The scrip ended the day at Rs 296.55 on the BSE, down R3.55, or 1.18%, from the previous close. In the last two days, the stock has declined nearly 4.2% with over 1.02 crore shares exchanging hands on the BSE and the NSE. In the last one month, the combined average daily volume in CIL stood at 31.96 lakh shares.
Experts say the stock is likely to remain under pressure over the near-to-medium term due to poor operational show as well as the disinvestment overhang, despite the recent price hike and signing of new fuel-supply agreements (FSAs). For instance, US-based financial services firm Morgan Stanley on Tuesday cut its price target to R396 per share (earlier R415), further stating that offer-for-sale remains the near-term deterrent for the stock.
Last week, Religare downgraded CIL to hold from buy due to limited upside potential. The brokerage also expects cost pressures to cap profitability over FY14e/FY15e, even as the company appears to be on track and meet production estimates for FY14e.

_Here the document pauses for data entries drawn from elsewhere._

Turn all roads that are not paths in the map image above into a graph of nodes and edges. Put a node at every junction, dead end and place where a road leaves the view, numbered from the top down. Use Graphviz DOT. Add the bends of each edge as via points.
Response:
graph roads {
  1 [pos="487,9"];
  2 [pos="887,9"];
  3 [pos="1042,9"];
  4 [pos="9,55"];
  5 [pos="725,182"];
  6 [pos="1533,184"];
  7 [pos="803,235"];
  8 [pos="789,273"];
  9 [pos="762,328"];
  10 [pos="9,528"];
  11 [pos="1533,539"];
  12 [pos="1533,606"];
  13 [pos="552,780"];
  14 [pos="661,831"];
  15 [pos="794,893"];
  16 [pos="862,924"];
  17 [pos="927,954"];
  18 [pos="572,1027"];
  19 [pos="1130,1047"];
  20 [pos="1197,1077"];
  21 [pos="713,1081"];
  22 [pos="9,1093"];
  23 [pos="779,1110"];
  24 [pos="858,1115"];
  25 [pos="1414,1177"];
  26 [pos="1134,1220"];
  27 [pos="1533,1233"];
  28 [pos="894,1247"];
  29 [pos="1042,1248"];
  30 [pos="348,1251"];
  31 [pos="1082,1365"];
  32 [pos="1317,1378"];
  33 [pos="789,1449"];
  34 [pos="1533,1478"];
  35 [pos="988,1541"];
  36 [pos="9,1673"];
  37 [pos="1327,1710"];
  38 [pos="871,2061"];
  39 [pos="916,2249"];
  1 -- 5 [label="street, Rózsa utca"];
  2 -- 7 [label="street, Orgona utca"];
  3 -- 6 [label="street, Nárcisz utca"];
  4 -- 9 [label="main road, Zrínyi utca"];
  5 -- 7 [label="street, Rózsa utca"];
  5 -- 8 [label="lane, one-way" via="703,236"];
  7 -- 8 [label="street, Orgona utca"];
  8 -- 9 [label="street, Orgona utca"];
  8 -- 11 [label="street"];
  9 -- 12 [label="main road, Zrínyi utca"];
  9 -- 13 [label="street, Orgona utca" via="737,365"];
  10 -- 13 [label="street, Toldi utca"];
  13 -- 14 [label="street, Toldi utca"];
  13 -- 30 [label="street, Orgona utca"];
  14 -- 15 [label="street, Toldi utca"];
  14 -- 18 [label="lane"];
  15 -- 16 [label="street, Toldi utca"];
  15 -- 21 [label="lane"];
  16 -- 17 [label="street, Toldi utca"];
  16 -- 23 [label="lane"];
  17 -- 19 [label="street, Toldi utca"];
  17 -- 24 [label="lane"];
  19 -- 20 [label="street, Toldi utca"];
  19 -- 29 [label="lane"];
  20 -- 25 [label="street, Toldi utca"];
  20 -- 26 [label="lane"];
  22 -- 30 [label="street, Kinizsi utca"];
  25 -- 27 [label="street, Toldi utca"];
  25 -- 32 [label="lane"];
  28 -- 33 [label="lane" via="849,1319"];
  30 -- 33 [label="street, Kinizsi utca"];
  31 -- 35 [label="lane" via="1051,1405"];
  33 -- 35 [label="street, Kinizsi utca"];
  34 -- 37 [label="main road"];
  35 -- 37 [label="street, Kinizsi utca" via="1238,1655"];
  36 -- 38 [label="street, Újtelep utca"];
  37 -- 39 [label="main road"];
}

Two more brokerage firms Edelweiss and Centrum had recently cut their earnings estimates and price targets on the stock on similar grounds.
The stock has underperformed benchmark indices since the start of CY13. Bloomberg data shows, the stock has given year-to-date (YTD) returns of -16.5% compared with +2.9% to that of the 30-share benchmark sensex.
Interestingly, institutional investors marginally raised their stake in CIL during the three months ended September 2013. Exchange data show FIIs now own 5.51% of the total CIL shares, up 0.16 percentage points from the previous quarter, whereas holding of domestic institutional investors (DIIs) has increased 0.04 percentage points to 2.34% of the total shares in the previous quarter.
The government is relying heavily on CIL to meet its FY14 disinvestment target of R40,000 crore. So far, the exchequer has garnered only R1,300 crore by selling stake in six public sector companies Hindustan Copper, MMTC, National Fertilizers, Neyveli Lignite, STC, and ITDC.
The governments proposal to sell 5% stake in the company has attracted strong opposition from the workers union. In the light of the current situation, the Centre is of the view that a share buyback by CIL may be a more palatable option for the workers' union as it does not involve any transfer of shares to outsiders. Data show CIL has the highest cash reserve of about R62,000 crore among all PSUs.